- **Required work**
Below are the entries; state how many of their lines contain the string "موسى", and nothing more.

- **Task material**
^^^^

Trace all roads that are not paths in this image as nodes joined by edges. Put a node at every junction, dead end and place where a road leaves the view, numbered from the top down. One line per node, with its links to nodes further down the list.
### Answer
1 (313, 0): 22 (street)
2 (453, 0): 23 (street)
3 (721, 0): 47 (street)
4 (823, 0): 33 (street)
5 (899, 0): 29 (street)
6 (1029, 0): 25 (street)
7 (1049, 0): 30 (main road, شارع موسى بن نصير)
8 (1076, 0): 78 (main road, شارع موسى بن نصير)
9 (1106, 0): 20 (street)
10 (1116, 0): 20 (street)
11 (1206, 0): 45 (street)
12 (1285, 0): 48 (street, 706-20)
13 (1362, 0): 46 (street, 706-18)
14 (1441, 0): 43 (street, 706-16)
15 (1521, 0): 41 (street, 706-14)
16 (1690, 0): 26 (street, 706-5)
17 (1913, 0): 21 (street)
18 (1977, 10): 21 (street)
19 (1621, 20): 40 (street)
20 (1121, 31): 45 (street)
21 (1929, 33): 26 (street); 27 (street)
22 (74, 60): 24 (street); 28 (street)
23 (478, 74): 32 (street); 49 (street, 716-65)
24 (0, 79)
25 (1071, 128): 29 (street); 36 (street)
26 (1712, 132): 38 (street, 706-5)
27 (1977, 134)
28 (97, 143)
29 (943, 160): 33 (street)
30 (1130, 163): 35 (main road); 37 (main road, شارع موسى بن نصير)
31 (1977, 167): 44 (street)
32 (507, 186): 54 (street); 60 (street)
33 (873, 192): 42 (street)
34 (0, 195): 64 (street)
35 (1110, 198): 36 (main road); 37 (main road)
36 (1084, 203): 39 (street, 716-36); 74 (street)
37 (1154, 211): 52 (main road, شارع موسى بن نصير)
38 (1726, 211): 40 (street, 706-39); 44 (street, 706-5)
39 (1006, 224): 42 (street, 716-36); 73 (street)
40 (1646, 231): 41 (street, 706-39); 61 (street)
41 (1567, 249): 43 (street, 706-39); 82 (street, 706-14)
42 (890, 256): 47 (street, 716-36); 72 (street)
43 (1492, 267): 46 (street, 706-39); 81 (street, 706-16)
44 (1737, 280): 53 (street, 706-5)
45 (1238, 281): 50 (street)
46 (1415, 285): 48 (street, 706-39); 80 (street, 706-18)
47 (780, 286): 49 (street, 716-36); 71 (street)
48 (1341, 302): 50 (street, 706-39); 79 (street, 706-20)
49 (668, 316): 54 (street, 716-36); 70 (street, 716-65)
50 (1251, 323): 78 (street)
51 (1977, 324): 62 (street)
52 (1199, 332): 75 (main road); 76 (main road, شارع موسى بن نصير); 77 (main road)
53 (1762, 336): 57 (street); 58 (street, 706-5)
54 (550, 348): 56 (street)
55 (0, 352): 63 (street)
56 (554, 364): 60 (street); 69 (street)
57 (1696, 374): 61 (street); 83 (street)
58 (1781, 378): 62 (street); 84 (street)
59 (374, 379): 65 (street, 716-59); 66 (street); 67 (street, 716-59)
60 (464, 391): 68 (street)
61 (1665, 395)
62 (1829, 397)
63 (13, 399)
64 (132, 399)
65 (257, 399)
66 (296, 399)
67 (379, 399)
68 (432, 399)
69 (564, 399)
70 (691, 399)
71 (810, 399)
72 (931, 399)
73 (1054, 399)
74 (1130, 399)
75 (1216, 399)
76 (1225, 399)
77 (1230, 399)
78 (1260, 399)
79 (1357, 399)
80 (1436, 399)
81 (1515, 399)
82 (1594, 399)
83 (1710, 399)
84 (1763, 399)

^^^^

- **Task solution**
5